Но останься я в живых, предала бы целый народ. То, что оставил от него Ариол.
Ты был прав, когда говорил, что этим людям, всему этому сонму беженцев, спасающихся сейчас от работорговцев, не место в моем уютном домике. И им никогда не будет там места. Я отчетливо это увидела в своем Отражении.
А если им не будет там места, все эти несчастные, голодные и нищие люди, умирающие в сорок от тяжелой работы, и их дети никогда не будут защищены от людей – если их вообще можно так называть – вроде Хална. От разбойников и работорговцев. От самих себя.
Потому что в моем кукольном домике будут жить только избранные.
Я не знаю, что ты думал обо мне. Как ко мне относился. Кем я была для тебя. Я знаю одно, чего не знал ты – я была лгуньей.
Я, как и многие поколения детей моего клана до меня, была рождена для Игры. Но так получилось, что я не была к ней готова. Ко всем этим… существам, считающих себя избранными, а на деле оказавшимися жестокими мясниками, которым плевать на человеческие судьбы.
И я не хотела вступать в Игру. И не должна была. Но у моего клана кончились Слепки. Потому-то я и оказалась вынуждена биться самостоятельно. Не думай, словно у меня не хватило бы духу пустить на убой какого-нибудь мясника, способного стать Представителем. Ему не было бы места в моем кукольном домике, и даже приведи он меня к власти над Нейей, он бы умер. Я сама убила бы его одним щелчком пальцев.

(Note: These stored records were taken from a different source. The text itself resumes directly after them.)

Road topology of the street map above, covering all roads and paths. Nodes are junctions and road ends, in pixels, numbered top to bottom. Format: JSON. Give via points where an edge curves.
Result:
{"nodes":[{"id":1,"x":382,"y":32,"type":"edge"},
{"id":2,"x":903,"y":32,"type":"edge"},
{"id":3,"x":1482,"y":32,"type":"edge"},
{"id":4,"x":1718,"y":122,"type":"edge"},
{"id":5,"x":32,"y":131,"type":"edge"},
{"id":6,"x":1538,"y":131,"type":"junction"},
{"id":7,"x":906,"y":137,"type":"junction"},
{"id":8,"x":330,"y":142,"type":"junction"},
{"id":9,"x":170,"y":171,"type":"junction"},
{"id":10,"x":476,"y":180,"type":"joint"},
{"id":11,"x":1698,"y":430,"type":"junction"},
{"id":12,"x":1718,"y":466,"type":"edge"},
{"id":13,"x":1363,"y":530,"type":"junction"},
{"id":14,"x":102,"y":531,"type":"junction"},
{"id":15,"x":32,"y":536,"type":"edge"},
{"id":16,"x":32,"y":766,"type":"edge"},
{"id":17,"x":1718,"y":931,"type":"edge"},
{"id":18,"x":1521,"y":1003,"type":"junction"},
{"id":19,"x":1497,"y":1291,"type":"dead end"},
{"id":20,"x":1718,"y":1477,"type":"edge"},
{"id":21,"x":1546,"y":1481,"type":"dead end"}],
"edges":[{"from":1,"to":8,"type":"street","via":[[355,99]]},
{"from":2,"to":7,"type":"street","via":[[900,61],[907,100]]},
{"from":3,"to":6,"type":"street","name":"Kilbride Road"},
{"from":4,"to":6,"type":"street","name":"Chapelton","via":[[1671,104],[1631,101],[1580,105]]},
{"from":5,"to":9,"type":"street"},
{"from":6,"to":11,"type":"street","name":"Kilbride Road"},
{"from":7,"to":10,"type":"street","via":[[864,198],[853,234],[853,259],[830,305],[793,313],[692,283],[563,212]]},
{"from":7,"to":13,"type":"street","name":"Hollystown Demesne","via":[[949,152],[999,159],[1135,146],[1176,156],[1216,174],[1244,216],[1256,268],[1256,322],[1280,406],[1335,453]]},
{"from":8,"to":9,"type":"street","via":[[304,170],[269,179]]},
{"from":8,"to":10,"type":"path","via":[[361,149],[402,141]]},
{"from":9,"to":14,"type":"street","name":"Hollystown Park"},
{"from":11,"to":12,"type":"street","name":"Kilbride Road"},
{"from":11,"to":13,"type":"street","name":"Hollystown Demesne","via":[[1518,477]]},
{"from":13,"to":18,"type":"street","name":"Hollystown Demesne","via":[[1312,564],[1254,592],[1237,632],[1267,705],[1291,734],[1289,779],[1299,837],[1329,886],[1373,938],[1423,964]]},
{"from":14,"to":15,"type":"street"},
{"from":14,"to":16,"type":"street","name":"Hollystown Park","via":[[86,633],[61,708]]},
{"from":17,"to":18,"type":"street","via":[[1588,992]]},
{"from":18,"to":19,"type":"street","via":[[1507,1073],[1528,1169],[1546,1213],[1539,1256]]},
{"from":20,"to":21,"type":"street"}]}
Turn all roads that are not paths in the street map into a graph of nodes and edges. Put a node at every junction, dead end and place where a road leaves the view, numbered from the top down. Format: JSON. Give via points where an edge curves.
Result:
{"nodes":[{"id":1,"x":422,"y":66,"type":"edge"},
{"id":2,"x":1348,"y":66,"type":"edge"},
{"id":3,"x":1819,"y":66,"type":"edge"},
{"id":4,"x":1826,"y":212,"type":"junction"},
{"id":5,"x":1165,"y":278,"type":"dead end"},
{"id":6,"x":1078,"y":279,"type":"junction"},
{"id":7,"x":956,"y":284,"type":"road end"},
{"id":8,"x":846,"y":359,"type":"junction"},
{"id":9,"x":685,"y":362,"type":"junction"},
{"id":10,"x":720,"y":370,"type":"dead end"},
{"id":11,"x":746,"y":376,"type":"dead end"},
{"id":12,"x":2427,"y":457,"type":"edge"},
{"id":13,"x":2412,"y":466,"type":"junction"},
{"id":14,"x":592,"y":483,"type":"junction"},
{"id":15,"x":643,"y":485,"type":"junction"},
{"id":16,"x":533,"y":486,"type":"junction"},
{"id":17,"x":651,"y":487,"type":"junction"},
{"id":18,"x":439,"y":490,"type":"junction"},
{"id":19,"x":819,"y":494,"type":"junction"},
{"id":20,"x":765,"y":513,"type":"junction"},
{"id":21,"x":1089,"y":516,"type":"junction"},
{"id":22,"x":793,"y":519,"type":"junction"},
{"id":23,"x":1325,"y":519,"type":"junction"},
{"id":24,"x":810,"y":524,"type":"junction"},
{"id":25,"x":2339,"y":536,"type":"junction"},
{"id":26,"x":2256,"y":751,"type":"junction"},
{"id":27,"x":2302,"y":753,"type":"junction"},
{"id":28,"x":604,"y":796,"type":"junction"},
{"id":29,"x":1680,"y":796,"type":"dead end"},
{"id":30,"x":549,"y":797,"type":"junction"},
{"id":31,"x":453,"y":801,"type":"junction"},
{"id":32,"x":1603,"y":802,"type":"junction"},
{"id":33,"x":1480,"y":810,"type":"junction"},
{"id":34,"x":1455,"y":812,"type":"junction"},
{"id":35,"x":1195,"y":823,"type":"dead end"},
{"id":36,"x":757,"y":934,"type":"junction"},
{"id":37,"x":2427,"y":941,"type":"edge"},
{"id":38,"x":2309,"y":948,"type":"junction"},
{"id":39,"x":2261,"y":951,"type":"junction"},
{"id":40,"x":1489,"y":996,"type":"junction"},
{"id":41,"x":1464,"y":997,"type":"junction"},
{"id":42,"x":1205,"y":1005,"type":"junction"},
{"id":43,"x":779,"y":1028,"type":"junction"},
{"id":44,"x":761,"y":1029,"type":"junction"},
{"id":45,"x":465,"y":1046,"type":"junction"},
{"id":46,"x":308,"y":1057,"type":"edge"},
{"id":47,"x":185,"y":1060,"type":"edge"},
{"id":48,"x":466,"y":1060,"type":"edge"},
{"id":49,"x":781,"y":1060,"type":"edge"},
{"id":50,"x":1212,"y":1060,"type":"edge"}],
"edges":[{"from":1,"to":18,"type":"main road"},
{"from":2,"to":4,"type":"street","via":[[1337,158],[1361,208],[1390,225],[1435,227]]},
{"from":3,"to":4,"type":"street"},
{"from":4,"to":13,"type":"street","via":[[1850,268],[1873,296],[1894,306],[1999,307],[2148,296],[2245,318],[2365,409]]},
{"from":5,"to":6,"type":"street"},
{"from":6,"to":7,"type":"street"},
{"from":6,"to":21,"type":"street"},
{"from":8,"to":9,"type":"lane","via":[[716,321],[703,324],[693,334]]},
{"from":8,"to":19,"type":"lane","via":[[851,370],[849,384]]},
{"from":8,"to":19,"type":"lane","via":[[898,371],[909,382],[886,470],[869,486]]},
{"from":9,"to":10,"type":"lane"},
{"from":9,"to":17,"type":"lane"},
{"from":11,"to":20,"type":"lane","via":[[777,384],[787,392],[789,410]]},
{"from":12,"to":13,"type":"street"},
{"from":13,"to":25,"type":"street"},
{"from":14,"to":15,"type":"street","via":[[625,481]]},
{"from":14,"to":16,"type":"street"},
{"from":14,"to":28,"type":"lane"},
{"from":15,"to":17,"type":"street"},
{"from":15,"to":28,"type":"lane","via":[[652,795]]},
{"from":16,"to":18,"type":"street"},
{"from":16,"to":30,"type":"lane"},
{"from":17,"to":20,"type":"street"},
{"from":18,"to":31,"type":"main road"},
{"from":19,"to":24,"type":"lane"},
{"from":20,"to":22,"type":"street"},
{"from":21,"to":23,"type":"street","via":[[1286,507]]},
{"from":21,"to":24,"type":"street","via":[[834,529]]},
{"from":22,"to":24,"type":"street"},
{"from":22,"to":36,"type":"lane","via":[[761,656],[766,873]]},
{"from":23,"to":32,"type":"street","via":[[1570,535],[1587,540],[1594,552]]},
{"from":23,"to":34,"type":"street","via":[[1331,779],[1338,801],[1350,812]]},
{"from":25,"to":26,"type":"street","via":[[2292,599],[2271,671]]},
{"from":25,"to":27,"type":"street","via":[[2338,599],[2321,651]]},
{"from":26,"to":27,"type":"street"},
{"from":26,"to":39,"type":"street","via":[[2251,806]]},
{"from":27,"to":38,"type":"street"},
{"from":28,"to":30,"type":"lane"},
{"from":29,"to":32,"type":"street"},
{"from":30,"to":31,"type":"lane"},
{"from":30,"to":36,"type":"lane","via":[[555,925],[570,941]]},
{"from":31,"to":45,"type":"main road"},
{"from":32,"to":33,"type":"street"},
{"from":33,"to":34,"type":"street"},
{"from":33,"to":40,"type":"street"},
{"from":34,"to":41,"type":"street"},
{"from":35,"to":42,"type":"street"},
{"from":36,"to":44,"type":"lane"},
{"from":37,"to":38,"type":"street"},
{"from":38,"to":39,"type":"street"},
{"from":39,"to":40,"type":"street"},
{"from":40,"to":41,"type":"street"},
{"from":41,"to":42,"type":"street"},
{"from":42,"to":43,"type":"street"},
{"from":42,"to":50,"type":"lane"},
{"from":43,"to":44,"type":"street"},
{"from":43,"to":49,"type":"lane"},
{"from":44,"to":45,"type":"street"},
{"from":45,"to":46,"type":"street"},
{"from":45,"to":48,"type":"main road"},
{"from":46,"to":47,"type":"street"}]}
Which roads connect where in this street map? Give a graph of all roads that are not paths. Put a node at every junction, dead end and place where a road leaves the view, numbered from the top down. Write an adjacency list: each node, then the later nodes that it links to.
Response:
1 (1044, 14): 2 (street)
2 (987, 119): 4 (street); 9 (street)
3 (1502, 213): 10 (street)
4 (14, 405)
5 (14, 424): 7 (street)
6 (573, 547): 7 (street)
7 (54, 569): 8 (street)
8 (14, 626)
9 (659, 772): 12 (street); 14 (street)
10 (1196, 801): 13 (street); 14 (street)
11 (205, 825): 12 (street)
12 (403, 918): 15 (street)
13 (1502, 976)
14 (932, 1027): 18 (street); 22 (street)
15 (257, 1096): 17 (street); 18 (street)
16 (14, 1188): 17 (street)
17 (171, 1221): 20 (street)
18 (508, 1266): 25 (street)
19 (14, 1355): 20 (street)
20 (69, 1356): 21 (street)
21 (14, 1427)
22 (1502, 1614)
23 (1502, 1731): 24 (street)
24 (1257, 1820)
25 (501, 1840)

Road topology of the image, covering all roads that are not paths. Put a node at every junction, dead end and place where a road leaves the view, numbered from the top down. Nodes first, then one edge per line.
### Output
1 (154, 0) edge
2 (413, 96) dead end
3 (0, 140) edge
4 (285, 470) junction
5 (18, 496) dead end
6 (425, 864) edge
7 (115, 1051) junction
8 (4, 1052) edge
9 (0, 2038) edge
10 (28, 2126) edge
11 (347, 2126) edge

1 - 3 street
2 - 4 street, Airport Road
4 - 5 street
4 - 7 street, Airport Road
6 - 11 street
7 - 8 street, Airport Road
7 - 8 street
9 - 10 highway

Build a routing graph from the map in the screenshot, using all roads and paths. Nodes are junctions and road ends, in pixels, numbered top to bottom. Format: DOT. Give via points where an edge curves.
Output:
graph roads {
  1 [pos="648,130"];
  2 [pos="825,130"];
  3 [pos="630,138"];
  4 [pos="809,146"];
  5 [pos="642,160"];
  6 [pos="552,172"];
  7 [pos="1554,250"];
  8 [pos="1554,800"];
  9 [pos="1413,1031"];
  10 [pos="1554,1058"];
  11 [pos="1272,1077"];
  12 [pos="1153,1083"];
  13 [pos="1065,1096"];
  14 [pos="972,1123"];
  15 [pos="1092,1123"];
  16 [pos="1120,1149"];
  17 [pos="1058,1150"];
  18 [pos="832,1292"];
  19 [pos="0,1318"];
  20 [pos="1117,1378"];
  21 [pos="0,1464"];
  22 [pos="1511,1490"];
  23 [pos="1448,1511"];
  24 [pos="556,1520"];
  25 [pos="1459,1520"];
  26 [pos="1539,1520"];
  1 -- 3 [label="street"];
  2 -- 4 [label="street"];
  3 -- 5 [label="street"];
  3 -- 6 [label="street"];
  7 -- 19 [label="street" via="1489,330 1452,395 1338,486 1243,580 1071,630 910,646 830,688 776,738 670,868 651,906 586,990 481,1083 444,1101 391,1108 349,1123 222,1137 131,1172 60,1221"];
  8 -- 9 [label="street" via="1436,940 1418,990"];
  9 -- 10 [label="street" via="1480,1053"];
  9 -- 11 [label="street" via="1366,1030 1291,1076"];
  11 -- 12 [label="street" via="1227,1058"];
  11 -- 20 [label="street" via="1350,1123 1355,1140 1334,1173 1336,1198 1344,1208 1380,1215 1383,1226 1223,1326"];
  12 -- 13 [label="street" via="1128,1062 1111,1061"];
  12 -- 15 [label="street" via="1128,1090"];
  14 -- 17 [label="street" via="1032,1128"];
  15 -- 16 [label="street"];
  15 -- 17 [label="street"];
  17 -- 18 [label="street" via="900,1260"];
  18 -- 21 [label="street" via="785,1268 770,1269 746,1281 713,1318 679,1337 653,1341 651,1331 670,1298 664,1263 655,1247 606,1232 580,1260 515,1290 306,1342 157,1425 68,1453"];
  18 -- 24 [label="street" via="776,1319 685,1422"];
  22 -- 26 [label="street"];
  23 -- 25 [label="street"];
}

Возьми мой Слепок. Надеюсь, он поможет достичь тебе твоей цели. Надеюсь, Алария окажется Продавцов грез лучшим, чем я. Лучшим, чем я, человеком.
Иди к своей цели, Алексей. Верни Орайю. Надеюсь, вы будете счастливы вместе. Мне не было места рядом с тобой.
И прости меня.
Силия».
Я скомкал письмо и бросил его на пол. Подошел к ванной, наклонился и поцеловал Силию в губы. Забрал Слепок. Положил его в карман.
Два чемодана с оружием и вещами были готовы со вчерашнего вечера. Я взял их, даже не коснувшись пачки денег, лежащей на столе. У меня было с собой несколько сотенных ассигнаций, этого должно хватить на то, чтобы добраться до Столицы, где меня уже ждало пять оставшихся противников.
– Это ты прости меня, Силия, – сказал я, остановившись на пороге номера. – Но твой Слепок я использовать не буду. Прости, но если я выйду победителем из этой битвы, мне придется вернуть к жизни слишком много Продавцов грез. И ты снова окажешься в этом несправедливом мире. И у тебя будут годы и годы на то, чтобы стать сильнее. Измениться к лучшему. И изменить к лучшему этот проклятый мир, пока я буду собственными руками давить заразу, его убивающую. И пусть хоть кто-то попытается мне помешать.